Mark soon realizes that the feds know he talked to the dead man, and he recognizes that if he spills his guts to them, he'll become a mob target. He's no dummy; he knows when he's in a jam, and though he mistrusts lawyers--his mother's screwed up his custody hearing--he's smart enough to see that he needs one. So he walks into the office of small-potatoes lawyer Reggie Love (Susan Sarandon), who takes him on as a client for a one-dollar retainer.
Reggie, a recovering alcoholic who lost custody of her own kids to her ex-husband, takes a shine to Mark immediately, and in defending him against the publicity-hungry head fed (Tommy Lee Jones) and his cronies, she exercises her frustrated maternal instincts.
If you can swallow the laborious setup--I've never read one of Grisham's books, but based on the film versions, convincing plots don't seem to be his strength--The Client cruises along well, at least until the flat thriller scenes at the climax, set in a boathouse.
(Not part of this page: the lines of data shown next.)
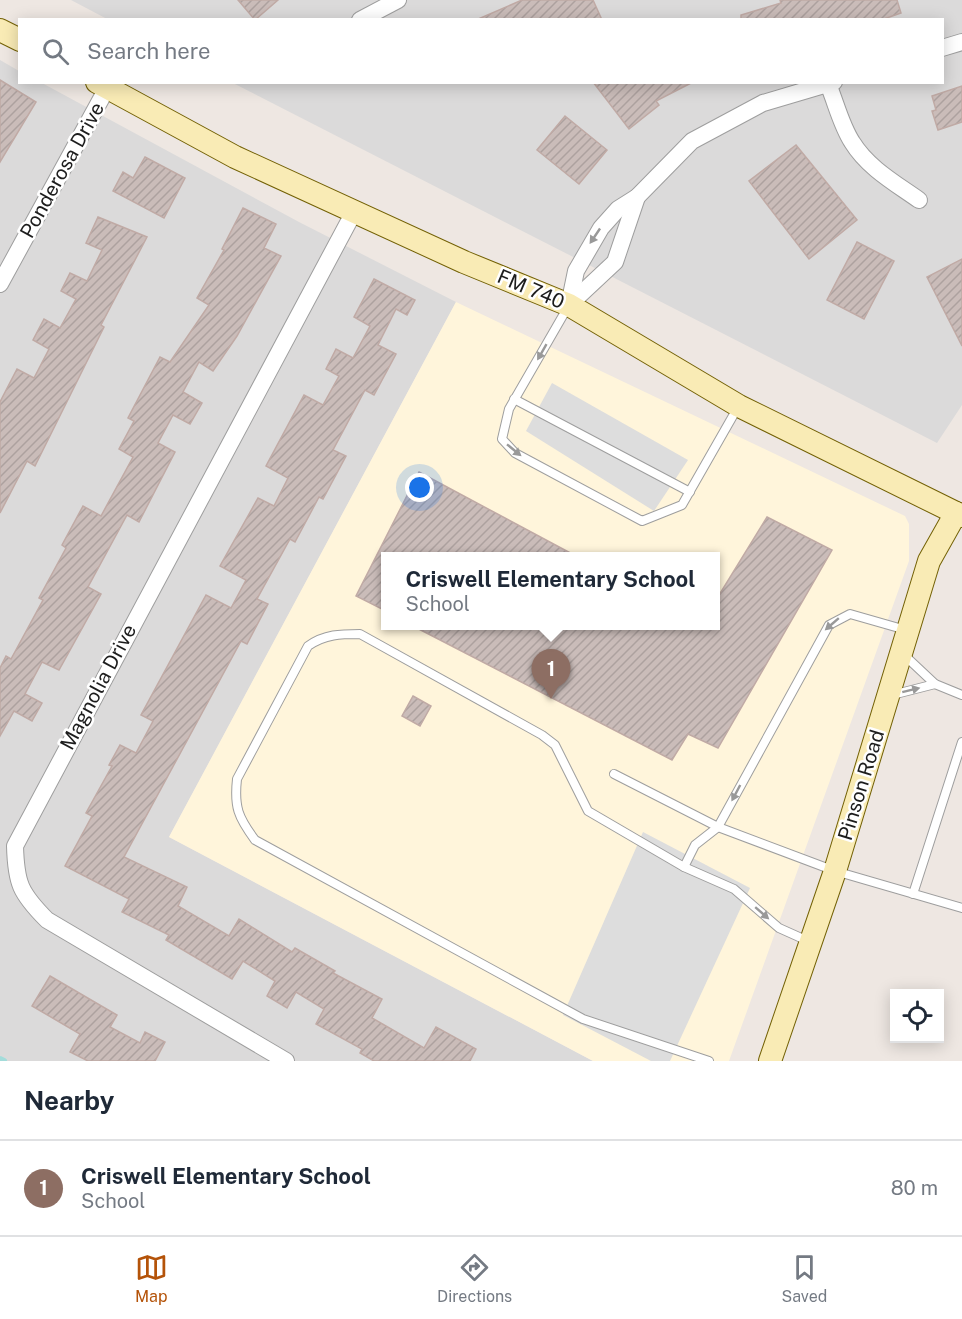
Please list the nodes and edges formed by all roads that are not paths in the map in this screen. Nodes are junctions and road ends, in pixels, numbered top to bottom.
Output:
1 (398, 0) edge
2 (364, 18) edge
3 (0, 30) edge
4 (18, 39) edge
5 (962, 42) edge
6 (944, 47) edge
7 (828, 84) edge
8 (831, 84) edge
9 (102, 85) edge
10 (637, 196) junction
11 (920, 200) dead end
12 (355, 210) junction
13 (0, 284) edge
14 (569, 305) junction
15 (514, 399) junction
16 (739, 406) junction
17 (690, 492) junction
18 (959, 514) edge
19 (904, 641) junction
20 (935, 684) junction
21 (962, 695) edge
22 (888, 696) junction
23 (962, 742) edge
24 (614, 774) dead end
25 (718, 827) junction
26 (684, 867) junction
27 (835, 871) junction
28 (913, 894) junction
29 (962, 908) edge
30 (812, 942) junction
31 (286, 1061) edge
32 (709, 1061) edge
33 (770, 1061) edge

1 - 2 street
3 - 4 main road
5 - 6 street
7 - 10 street
8 - 11 street
9 - 12 main road, FM 740 / FM 740
9 - 13 street, Ponderosa Drive
10 - 14 street
10 -> 14 street
12 - 14 main road, FM 740 / FM 740
12 - 31 street, Magnolia Drive
14 -> 15 lane
14 - 16 main road, FM 740 / FM 740
15 - 17 lane
15 -> 17 lane
16 - 17 lane
16 - 18 main road, FM 740 / FM 740
18 - 19 main road, Pinson Road / FM 740
19 - 20 lane
19 - 22 main road, Pinson Road / FM 740
19 -> 25 lane
20 - 21 lane
22 -> 20 lane
22 - 27 main road, Pinson Road / FM 740
23 - 28 lane
24 - 25 lane
25 - 26 lane
25 - 27 lane
26 -> 30 lane
26 - 32 lane
27 - 28 lane
27 - 30 main road, Pinson Road / FM 740
28 - 29 lane
30 - 33 main road, Pinson Road / FM 740

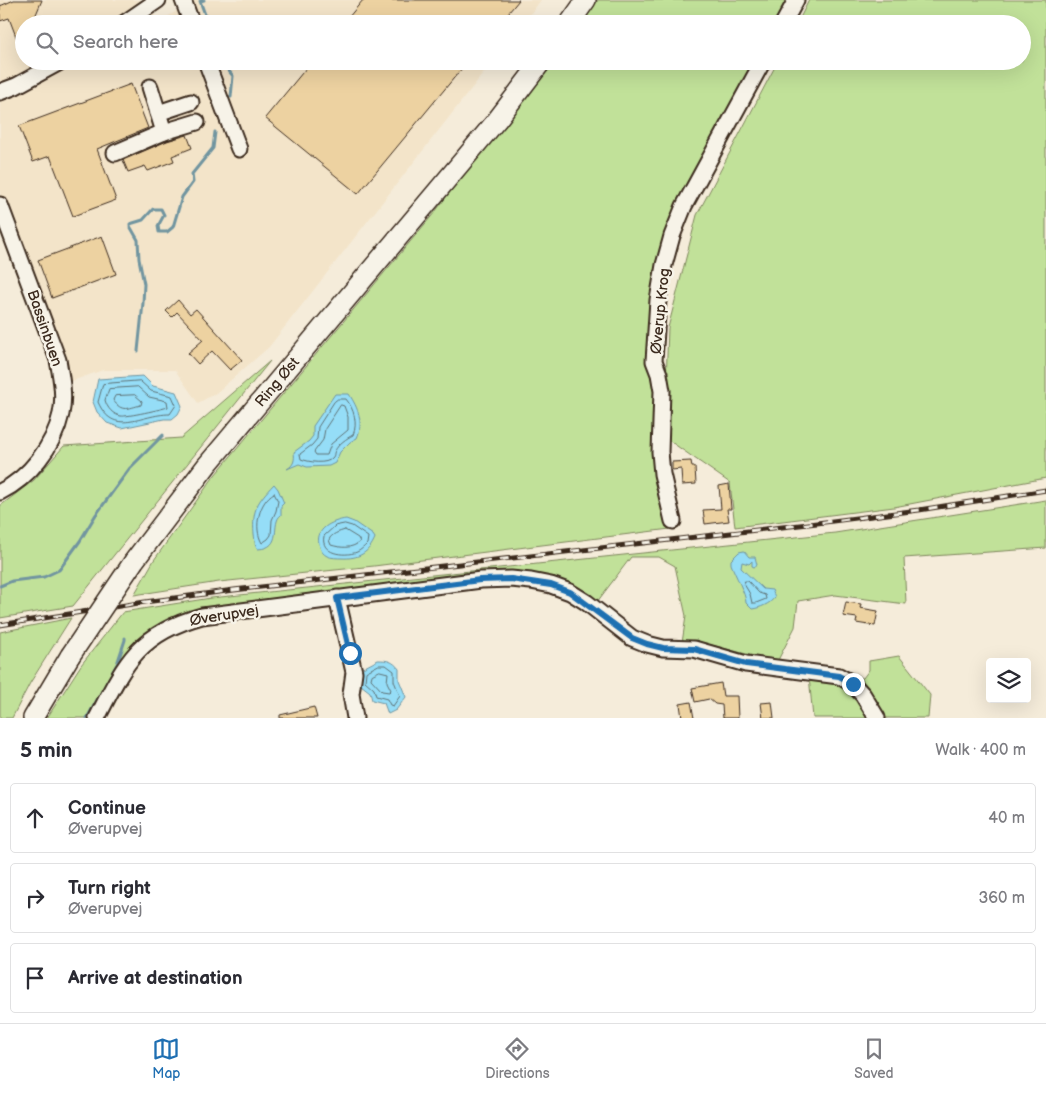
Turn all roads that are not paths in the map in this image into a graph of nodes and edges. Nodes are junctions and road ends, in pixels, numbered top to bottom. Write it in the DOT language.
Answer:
graph roads {
  1 [pos="158,0"];
  2 [pos="183,0"];
  3 [pos="586,0"];
  4 [pos="796,0"];
  5 [pos="136,15"];
  6 [pos="189,15"];
  7 [pos="575,15"];
  8 [pos="788,15"];
  9 [pos="45,70"];
  10 [pos="209,70"];
  11 [pos="535,70"];
  12 [pos="758,70"];
  13 [pos="150,87"];
  14 [pos="0,92"];
  15 [pos="191,102"];
  16 [pos="158,113"];
  17 [pos="197,122"];
  18 [pos="164,132"];
  19 [pos="239,149"];
  20 [pos="115,153"];
  21 [pos="0,205"];
  22 [pos="0,492"];
  23 [pos="673,521"];
  24 [pos="337,598"];
  25 [pos="33,718"];
  26 [pos="97,718"];
  27 [pos="355,718"];
  28 [pos="877,718"];
  1 -- 5 [label="street"];
  2 -- 6 [label="street"];
  3 -- 7 [label="main road"];
  4 -- 8 [label="street"];
  9 -- 14 [label="street"];
  10 -- 19 [label="street"];
  11 -- 25 [label="main road, Ring Øst, bridge"];
  12 -- 23 [label="street, Øverup Krog"];
  13 -- 16 [label="street"];
  15 -- 16 [label="street"];
  16 -- 18 [label="street"];
  17 -- 18 [label="street"];
  18 -- 20 [label="street"];
  21 -- 22 [label="street, Bassinbuen"];
  24 -- 26 [label="street, Øverupvej"];
  24 -- 27 [label="street"];
  24 -- 28 [label="street, Øverupvej"];
}
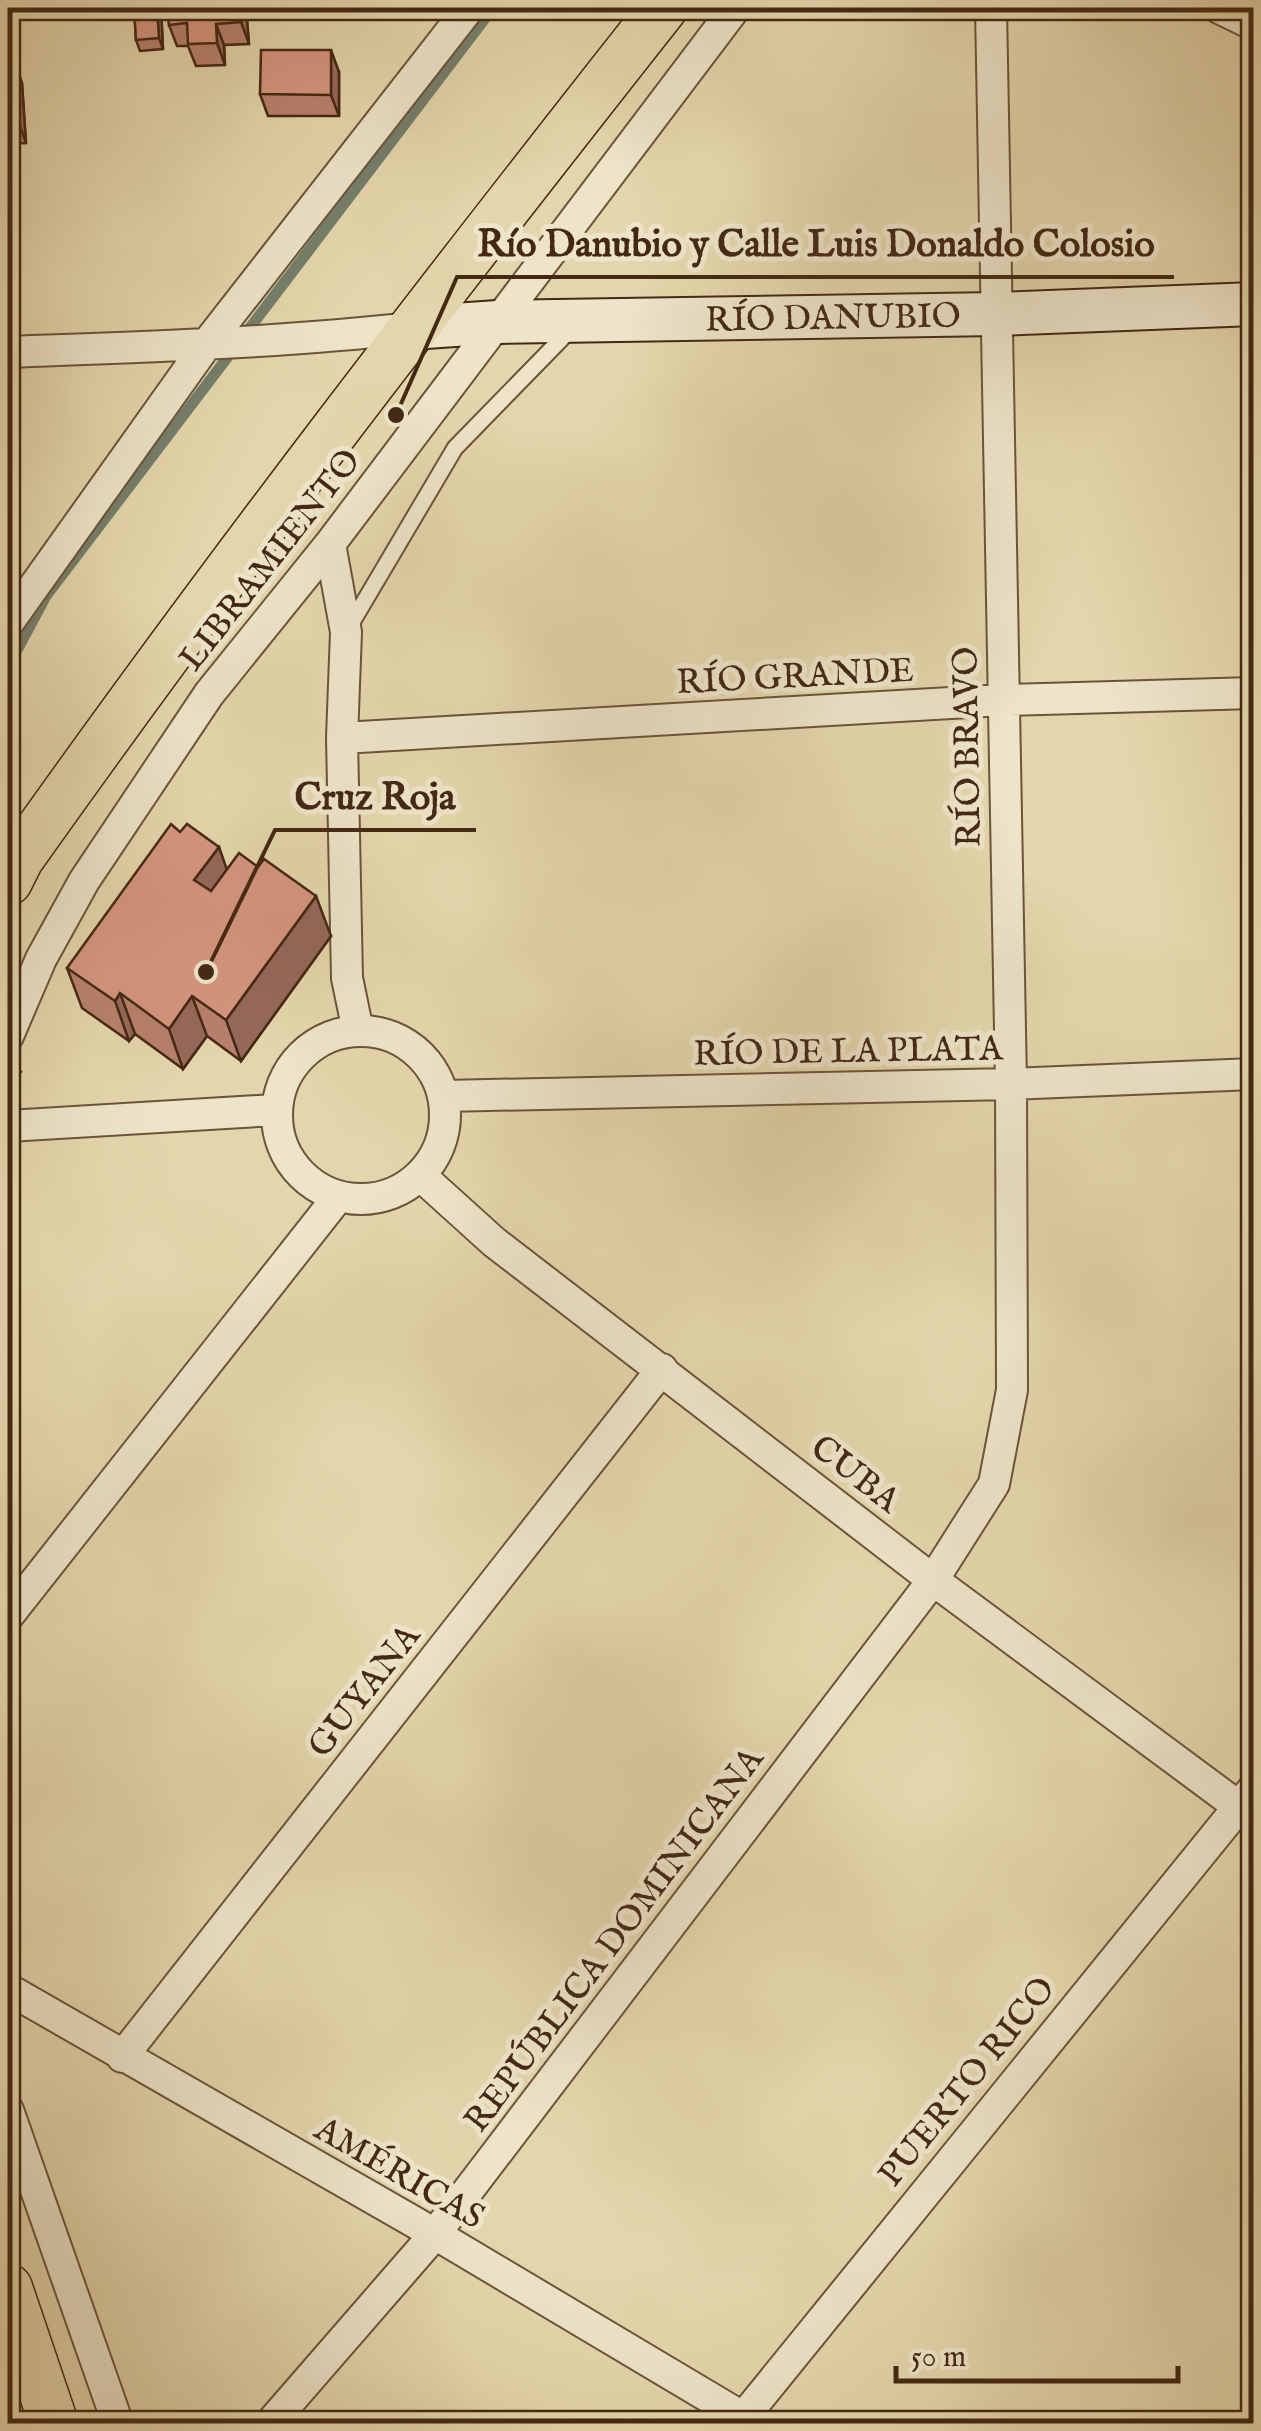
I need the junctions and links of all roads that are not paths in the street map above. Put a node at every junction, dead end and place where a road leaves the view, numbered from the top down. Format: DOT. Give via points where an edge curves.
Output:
graph roads {
  1 [pos="469,8"];
  2 [pos="663,8"];
  3 [pos="735,8"];
  4 [pos="991,8"];
  5 [pos="1219,8"];
  6 [pos="1254,25"];
  7 [pos="1254,304"];
  8 [pos="996,314"];
  9 [pos="498,322"];
  10 [pos="578,322"];
  11 [pos="411,328"];
  12 [pos="215,345"];
  13 [pos="8,352"];
  14 [pos="330,544"];
  15 [pos="8,623"];
  16 [pos="346,632"];
  17 [pos="160,660"];
  18 [pos="1254,693"];
  19 [pos="209,694"];
  20 [pos="1003,700"];
  21 [pos="342,738"];
  22 [pos="8,881"];
  23 [pos="358,1031"];
  24 [pos="8,1036"];
  25 [pos="1254,1074"];
  26 [pos="1011,1084"];
  27 [pos="444,1096"];
  28 [pos="276,1110"];
  29 [pos="8,1126"];
  30 [pos="421,1176"];
  31 [pos="338,1197"];
  32 [pos="662,1369"];
  33 [pos="994,1484"];
  34 [pos="933,1580"];
  35 [pos="8,1616"];
  36 [pos="1249,1804"];
  37 [pos="8,1989"];
  38 [pos="122,2057"];
  39 [pos="8,2110"];
  40 [pos="435,2234"];
  41 [pos="8,2288"];
  42 [pos="745,2421"];
  43 [pos="54,2424"];
  44 [pos="118,2424"];
  45 [pos="270,2424"];
  1 -- 12 [label="street"];
  2 -- 11 [label="main road"];
  3 -- 9 [label="street, LIBRAMIENTO"];
  4 -- 8 [label="street, RÍO BRAVO"];
  5 -- 6 [label="street"];
  7 -- 8 [label="street, RÍO DANUBIO"];
  8 -- 10 [label="street, RÍO DANUBIO"];
  8 -- 20 [label="street, RÍO BRAVO"];
  9 -- 10 [label="street, RÍO DANUBIO"];
  9 -- 11 [label="street, RÍO DANUBIO"];
  9 -- 14 [label="street, LIBRAMIENTO"];
  10 -- 16 [label="lane" via="456,448"];
  11 -- 12 [label="street"];
  11 -- 17 [label="main road"];
  12 -- 13 [label="street"];
  12 -- 15 [label="street"];
  14 -- 16 [label="street"];
  14 -- 19 [label="street, LIBRAMIENTO"];
  16 -- 21 [label="street"];
  17 -- 19 [label="street"];
  17 -- 22 [label="main road"];
  18 -- 20 [label="street, RÍO GRANDE"];
  19 -- 24 [label="street, LIBRAMIENTO" via="84,881"];
  20 -- 21 [label="street, RÍO GRANDE"];
  20 -- 26 [label="street, RÍO BRAVO"];
  21 -- 23 [label="street" via="347,978"];
  23 -- 27 [label="street" via="387,1034 412,1048"];
  23 -- 28 [label="street" via="333,1035 302,1055 280,1085"];
  25 -- 26 [label="street, RÍO DE LA PLATA"];
  26 -- 27 [label="street, RÍO DE LA PLATA"];
  26 -- 33 [label="street, RÍO BRAVO" via="1012,1390"];
  27 -- 30 [label="street" via="446,1125"];
  28 -- 29 [label="street"];
  28 -- 31 [label="street" via="282,1148 304,1179"];
  30 -- 31 [label="street" via="397,1193 368,1201"];
  30 -- 32 [label="street, CUBA" via="494,1242"];
  31 -- 35 [label="street"];
  32 -- 34 [label="street, CUBA"];
  32 -- 38 [label="street, GUYANA"];
  33 -- 34 [label="street, REPÚBLICA DOMINICANA"];
  34 -- 36 [label="street, CUBA"];
  34 -- 40 [label="street, REPÚBLICA DOMINICANA"];
  36 -- 42 [label="street, PUERTO RICO"];
  37 -- 38 [label="street, AMÉRICAS"];
  38 -- 40 [label="street, AMÉRICAS"];
  39 -- 44 [label="street"];
  40 -- 42 [label="street, AMÉRICAS"];
  40 -- 45 [label="street, REPÚBLICA DOMINICANA"];
  41 -- 43 [label="main road"];
}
These are simply too corny for anyone to pull off.
Sarandon drops the tight intensity that was a drag on Lorenzo's Oil and plays Reggie with a hip, ironically sugary flirtatiousness that's droll without affectation. Jones hams it up again, but is much better behaved, and much more entertaining, than he was as the dotty Irish terrorist in the current dull actioner Blown Away.
The real fun in the film, however, comes from Schumacher's deployment of an enjoyable bunch of the usual suspects in supporting parts, among them Anthony Heald, J.T. Walsh, Ossie Davis, Bradley Whitford, Dan Castellaneta, LaPaglia as the slow-witted thug and Will Patton as a creepy cop who's reminiscent of Henry Jones in The Bad Seed.
Renfro is also a pleasure as Mark. Playing a headstrong, reckless, infuriatingly willful kid, he manages to be much more touchingly likable than most of the sweet-faced moppets the movies offer us.
Schumacher dresses up The Client lushly, but he does more. Both through his direction of Renfro and his stacking of the visual elements, he makes you feel for the kid. He elegantly brings out Grisham's theme--the willingness of prosecutors to exploit witnesses if they can get away with it. Among mainstream directors, Schumacher's one of the best, and least acknowledged, stylists currently around.